Let’s keep it simple, for those of you that aren’t aware of my reading tastes, let me explain.
I LOVE reading weird, dodgy, questionable stuff. I go from demure gorgeous historical fiction to books only suitable for strong stomached wrong’uns.
Eliza Clark’s debut is all kinds of wrong. And so what?! I bloody loved it!
‘I wake up a full twenty-four hours later on my sofa. A bag of chips completely defrosted in my lap.’
📸 A forthright debut novel with hints of Trainspotting, American Psycho & CJ Skuses’ Sweetpea
📸 A dark, voyeuristic peek into the art world, relationships, drugs, gender & sexuality
‘Eddie, Eddie, Eddie from Tesco, shall I compare thee to a heavily discounted piece of meat on the reduced shelf at the end of the day? Thou art cheaper and, hopefully, fresher.’

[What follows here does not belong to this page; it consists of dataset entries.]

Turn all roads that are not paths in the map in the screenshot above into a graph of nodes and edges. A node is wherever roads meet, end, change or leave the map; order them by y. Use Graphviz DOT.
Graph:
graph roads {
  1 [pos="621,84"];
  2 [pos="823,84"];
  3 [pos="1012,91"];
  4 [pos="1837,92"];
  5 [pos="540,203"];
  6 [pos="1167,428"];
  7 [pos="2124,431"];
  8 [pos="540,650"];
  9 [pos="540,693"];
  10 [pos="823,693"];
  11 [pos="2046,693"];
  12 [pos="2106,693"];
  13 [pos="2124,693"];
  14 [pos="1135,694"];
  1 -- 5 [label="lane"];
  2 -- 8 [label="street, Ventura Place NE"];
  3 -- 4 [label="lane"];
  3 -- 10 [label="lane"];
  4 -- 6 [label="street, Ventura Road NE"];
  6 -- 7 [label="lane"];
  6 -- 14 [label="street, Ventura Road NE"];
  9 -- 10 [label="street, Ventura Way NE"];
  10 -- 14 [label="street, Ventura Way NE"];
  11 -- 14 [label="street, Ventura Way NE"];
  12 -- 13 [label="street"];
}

📸 A narcissistic female protagonist who’s vulnerabilities surface throughout the story
📸 A diverse cast of characters that brings strong relationship dynamics from all angles
‘…why they don’t do condoms like cup sizes – A, B, C – rather than letting people guess what size they are based on…’
📸Riddled with a dark and dirty humour, I choked on my own spit a fair few times
‘I’m glad she’s still quantifying how much she wants to do stuff by how many dicks she’d suck to do it.’
📸 As a 40-something reader, the Urban Dictionary was my best friend
📸 Not recommended for the more sensitive reader. Don’t touch it with a barge pole if you’re easily offended.